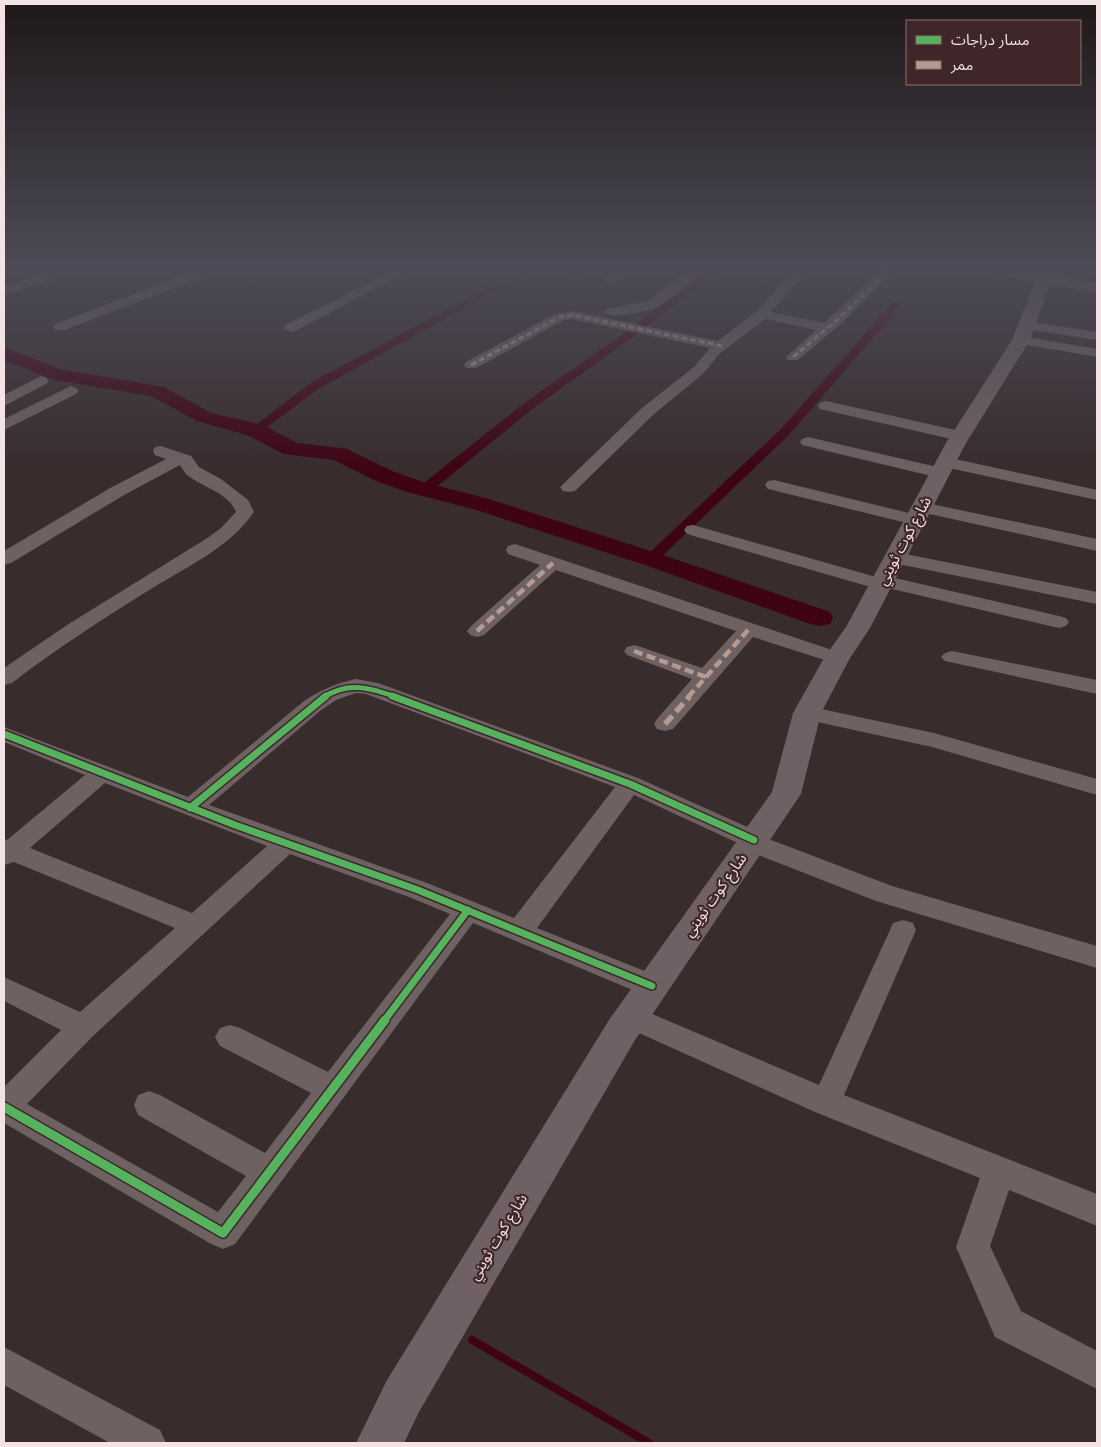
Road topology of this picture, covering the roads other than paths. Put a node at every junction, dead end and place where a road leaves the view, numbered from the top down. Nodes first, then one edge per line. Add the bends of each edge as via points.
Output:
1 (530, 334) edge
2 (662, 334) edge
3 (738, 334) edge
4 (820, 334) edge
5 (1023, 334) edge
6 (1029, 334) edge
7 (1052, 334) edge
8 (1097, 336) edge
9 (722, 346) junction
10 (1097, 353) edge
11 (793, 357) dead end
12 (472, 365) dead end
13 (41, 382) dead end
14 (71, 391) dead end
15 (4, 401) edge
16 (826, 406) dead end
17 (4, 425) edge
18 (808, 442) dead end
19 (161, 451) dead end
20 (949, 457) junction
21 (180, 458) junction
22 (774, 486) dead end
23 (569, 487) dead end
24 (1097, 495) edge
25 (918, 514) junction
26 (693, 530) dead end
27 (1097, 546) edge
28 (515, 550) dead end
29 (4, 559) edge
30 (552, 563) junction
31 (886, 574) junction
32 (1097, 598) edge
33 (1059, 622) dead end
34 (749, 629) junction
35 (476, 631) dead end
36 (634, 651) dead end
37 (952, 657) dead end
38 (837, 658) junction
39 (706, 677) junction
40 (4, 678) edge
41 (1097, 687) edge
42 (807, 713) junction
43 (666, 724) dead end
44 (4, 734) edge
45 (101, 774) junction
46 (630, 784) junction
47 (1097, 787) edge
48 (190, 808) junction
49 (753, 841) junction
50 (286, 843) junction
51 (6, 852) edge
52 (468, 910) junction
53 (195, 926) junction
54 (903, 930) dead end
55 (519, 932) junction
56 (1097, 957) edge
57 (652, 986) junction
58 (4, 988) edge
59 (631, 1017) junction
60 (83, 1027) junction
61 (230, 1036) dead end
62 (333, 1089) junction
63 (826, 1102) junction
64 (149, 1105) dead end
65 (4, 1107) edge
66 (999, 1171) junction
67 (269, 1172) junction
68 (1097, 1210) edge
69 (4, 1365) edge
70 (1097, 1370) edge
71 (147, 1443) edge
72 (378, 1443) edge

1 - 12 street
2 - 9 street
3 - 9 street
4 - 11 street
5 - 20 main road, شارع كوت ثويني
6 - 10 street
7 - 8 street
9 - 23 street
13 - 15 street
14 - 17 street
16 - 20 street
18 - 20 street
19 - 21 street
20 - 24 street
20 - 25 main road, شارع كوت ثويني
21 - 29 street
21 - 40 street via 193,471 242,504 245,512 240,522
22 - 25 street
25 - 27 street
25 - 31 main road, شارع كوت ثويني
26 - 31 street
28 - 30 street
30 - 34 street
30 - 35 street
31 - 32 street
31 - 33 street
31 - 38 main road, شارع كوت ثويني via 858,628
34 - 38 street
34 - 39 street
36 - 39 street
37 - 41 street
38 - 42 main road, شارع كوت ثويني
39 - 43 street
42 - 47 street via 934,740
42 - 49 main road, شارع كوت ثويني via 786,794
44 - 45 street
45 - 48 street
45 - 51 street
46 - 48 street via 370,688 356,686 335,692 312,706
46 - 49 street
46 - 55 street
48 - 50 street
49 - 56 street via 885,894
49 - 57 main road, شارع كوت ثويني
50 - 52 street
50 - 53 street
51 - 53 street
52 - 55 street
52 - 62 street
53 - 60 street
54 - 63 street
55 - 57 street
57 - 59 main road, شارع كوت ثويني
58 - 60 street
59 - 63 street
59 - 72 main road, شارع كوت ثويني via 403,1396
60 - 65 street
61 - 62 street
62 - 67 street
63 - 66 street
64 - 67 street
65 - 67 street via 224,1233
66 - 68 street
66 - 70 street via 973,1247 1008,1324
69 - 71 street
::::::
• _ASSIGNMENT_: Check each line of the data above for the word "ثويني" and say how many lines contain it, giving nothing besides the number.

• _TASK OUTPUT_: 9